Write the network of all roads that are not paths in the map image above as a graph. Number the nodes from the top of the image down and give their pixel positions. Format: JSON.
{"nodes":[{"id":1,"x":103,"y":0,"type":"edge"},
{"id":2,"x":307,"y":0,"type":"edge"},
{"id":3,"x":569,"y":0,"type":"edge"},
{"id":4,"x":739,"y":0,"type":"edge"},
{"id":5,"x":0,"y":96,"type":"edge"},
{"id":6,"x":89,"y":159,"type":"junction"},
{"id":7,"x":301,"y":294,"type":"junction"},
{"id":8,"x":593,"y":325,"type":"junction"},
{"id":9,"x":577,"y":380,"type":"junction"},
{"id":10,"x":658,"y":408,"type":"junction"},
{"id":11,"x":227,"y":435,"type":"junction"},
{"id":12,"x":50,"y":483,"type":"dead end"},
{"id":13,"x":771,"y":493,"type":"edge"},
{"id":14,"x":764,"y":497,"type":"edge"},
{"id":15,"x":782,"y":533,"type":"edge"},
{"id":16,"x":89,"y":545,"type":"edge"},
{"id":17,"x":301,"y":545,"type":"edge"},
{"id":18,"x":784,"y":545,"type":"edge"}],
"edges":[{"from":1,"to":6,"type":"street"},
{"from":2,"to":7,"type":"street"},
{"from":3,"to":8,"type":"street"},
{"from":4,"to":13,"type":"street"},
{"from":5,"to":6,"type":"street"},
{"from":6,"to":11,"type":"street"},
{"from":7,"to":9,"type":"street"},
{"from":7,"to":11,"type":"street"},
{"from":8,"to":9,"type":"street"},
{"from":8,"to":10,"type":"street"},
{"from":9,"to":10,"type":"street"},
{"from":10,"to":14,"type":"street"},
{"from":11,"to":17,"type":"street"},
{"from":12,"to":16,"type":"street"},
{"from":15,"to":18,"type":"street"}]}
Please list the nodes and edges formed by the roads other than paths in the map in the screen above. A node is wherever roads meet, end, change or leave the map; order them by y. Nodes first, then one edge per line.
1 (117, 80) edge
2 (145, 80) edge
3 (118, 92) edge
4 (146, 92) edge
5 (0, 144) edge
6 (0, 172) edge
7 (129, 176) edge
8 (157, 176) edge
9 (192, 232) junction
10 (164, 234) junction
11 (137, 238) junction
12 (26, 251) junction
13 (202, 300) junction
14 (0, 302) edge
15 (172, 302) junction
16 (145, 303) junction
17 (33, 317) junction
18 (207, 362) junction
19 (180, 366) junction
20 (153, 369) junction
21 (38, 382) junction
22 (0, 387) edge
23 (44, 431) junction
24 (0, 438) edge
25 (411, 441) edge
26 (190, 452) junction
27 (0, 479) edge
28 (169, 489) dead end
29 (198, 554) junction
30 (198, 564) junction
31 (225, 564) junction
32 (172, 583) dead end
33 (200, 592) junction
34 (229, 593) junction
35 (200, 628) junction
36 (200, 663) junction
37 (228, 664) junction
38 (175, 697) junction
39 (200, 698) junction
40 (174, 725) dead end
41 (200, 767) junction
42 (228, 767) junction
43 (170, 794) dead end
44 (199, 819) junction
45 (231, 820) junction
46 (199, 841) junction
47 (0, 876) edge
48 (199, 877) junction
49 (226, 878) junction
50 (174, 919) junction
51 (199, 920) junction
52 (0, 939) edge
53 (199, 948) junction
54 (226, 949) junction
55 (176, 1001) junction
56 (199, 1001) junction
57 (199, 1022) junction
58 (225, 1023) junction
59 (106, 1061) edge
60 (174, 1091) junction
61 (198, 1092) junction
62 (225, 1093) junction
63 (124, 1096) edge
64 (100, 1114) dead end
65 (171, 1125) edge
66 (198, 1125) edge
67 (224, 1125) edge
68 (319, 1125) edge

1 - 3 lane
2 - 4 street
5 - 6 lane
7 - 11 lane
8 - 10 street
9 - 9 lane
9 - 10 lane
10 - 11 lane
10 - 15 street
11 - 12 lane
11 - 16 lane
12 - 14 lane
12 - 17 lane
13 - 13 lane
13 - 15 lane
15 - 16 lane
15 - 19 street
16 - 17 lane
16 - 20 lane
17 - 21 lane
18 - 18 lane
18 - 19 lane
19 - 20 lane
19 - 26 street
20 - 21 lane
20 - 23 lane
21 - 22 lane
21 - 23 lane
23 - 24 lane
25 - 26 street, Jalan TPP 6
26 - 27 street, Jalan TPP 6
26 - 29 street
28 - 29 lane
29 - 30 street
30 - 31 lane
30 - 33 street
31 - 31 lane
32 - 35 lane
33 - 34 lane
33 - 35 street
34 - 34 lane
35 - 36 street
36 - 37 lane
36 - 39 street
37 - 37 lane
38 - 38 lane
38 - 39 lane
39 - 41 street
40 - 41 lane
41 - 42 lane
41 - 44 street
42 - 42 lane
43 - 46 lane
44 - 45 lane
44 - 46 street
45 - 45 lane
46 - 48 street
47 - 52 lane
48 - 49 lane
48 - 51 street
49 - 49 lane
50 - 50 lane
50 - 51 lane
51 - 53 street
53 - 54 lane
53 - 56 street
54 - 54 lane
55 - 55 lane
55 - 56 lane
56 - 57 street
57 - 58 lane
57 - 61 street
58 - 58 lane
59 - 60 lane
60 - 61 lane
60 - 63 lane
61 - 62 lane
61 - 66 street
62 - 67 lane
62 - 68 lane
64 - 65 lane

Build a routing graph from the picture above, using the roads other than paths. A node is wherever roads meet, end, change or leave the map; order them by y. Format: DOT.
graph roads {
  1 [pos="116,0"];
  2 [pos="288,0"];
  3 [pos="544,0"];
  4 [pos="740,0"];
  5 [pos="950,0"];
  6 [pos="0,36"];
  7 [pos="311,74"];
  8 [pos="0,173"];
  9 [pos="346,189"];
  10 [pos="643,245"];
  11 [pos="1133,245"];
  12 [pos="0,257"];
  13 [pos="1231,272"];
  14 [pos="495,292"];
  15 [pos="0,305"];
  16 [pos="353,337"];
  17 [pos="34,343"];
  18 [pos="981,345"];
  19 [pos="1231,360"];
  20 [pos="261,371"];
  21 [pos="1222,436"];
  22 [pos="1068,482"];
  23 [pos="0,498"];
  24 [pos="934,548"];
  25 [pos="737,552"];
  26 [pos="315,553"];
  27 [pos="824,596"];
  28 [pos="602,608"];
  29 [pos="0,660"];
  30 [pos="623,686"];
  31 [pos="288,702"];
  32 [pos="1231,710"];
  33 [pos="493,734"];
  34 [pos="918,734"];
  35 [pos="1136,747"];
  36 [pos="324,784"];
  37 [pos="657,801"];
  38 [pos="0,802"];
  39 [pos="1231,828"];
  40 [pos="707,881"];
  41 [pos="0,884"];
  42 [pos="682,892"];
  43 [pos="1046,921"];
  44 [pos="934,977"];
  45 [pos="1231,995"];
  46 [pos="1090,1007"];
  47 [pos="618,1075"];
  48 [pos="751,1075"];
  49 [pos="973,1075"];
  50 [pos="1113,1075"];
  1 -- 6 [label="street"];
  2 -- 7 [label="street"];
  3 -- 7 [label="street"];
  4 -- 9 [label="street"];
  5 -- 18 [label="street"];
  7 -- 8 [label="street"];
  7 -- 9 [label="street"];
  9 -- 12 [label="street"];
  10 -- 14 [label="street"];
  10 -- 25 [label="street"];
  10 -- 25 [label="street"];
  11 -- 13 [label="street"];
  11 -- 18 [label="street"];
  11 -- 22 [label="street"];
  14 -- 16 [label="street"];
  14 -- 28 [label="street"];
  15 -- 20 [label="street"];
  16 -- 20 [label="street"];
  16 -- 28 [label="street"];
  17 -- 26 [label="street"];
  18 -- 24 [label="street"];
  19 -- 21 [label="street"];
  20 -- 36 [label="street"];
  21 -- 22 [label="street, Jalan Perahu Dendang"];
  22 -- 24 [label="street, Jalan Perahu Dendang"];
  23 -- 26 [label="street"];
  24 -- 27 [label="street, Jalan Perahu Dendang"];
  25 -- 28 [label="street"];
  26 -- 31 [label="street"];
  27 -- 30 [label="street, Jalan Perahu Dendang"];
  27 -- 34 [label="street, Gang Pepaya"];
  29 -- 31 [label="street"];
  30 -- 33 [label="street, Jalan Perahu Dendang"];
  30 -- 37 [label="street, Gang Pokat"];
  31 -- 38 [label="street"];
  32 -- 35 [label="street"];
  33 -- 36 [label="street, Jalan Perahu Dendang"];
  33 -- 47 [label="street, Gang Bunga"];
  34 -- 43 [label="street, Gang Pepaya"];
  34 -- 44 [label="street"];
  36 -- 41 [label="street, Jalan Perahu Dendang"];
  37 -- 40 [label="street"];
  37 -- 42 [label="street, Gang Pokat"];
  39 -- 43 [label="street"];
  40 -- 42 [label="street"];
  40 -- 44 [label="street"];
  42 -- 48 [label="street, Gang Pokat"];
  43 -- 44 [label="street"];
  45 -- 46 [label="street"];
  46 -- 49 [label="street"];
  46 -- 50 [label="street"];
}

→ **TASK DESCRIPTION**: Using the listing above, say how many of its lines contain "nodes", and give no other words.

→ **EXERCISE RESPONSE**: 3